Top of GIVEN RECORDS

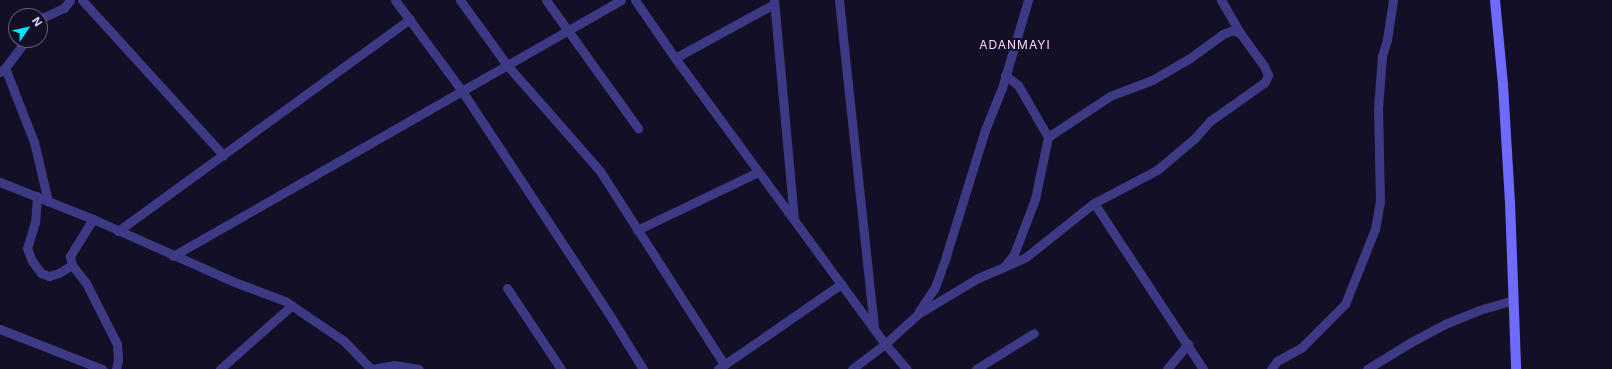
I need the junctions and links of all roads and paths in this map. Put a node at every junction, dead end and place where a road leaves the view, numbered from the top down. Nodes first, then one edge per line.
1 (70, 0) edge
2 (82, 0) edge
3 (395, 0) edge
4 (460, 0) edge
5 (546, 0) edge
6 (621, 0) edge
7 (635, 0) edge
8 (839, 0) edge
9 (1028, 0) edge
10 (1222, 0) edge
11 (1393, 0) edge
12 (1495, 0) edge
13 (774, 2) edge
14 (48, 15) edge
15 (410, 19) junction
16 (568, 30) junction
17 (1241, 34) junction
18 (20, 48) edge
19 (675, 58) junction
20 (507, 65) junction
21 (3, 70) edge
22 (1006, 75) junction
23 (462, 91) junction
24 (638, 128) dead end
25 (1048, 137) junction
26 (223, 155) junction
27 (758, 172) junction
28 (0, 182) edge
29 (37, 196) junction
30 (48, 201) junction
31 (1094, 203) junction
32 (794, 218) junction
33 (93, 219) junction
34 (637, 230) junction
35 (118, 231) junction
36 (173, 256) junction
37 (72, 265) junction
38 (1004, 267) junction
39 (841, 284) junction
40 (507, 288) dead end
41 (1513, 300) junction
42 (292, 305) junction
43 (918, 314) junction
44 (0, 329) edge
45 (874, 329) junction
46 (1034, 333) dead end
47 (885, 344) junction
48 (1188, 344) junction
49 (721, 366) edge
50 (102, 369) edge
51 (116, 369) edge
52 (220, 369) edge
53 (372, 369) edge
54 (419, 369) edge
55 (561, 369) edge
56 (643, 369) edge
57 (852, 369) edge
58 (907, 369) edge
59 (976, 369) edge
60 (1167, 369) edge
61 (1203, 369) edge
62 (1272, 369) edge
63 (1367, 369) edge
64 (1516, 369) edge

1 - 14 street
2 - 26 street
3 - 15 street
4 - 20 street
5 - 16 street
6 - 16 street
7 - 19 street
8 - 45 street
9 - 22 street
10 - 17 street
11 - 62 street
12 - 41 main road
13 - 19 street
13 - 32 street
15 - 23 street
15 - 26 street
16 - 20 street
16 - 24 street
17 - 25 street
17 - 31 street
18 - 21 street
19 - 27 street
20 - 23 street
20 - 34 street
21 - 30 street
22 - 25 street
22 - 43 street
23 - 36 street
23 - 56 street
25 - 38 street
26 - 35 street
27 - 32 street
27 - 34 street
28 - 29 street
29 - 30 street
29 - 37 street
30 - 33 street
31 - 38 street
31 - 48 street
32 - 39 street
33 - 35 street
33 - 37 street
34 - 49 street
35 - 36 street
36 - 42 street
37 - 51 street
38 - 43 street
39 - 45 street
39 - 49 street
40 - 55 street
41 - 63 street
41 - 64 main road
42 - 52 street
42 - 53 street
43 - 47 street
44 - 50 street
45 - 47 street
46 - 59 street
47 - 57 street
47 - 58 street
48 - 60 street
48 - 61 street
53 - 54 street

Bottom of GIVEN RECORDS

EXERCISE: Show every line of the entries above where the word "dead" occurs.

EXERCISE RESULT:
I need the junctions and links of all roads and paths in this map. Put a node at every junction, dead end and place where a road leaves the view, numbered from the top down. Nodes first, then one edge per line.
24 (638, 128) dead end
40 (507, 288) dead end
46 (1034, 333) dead end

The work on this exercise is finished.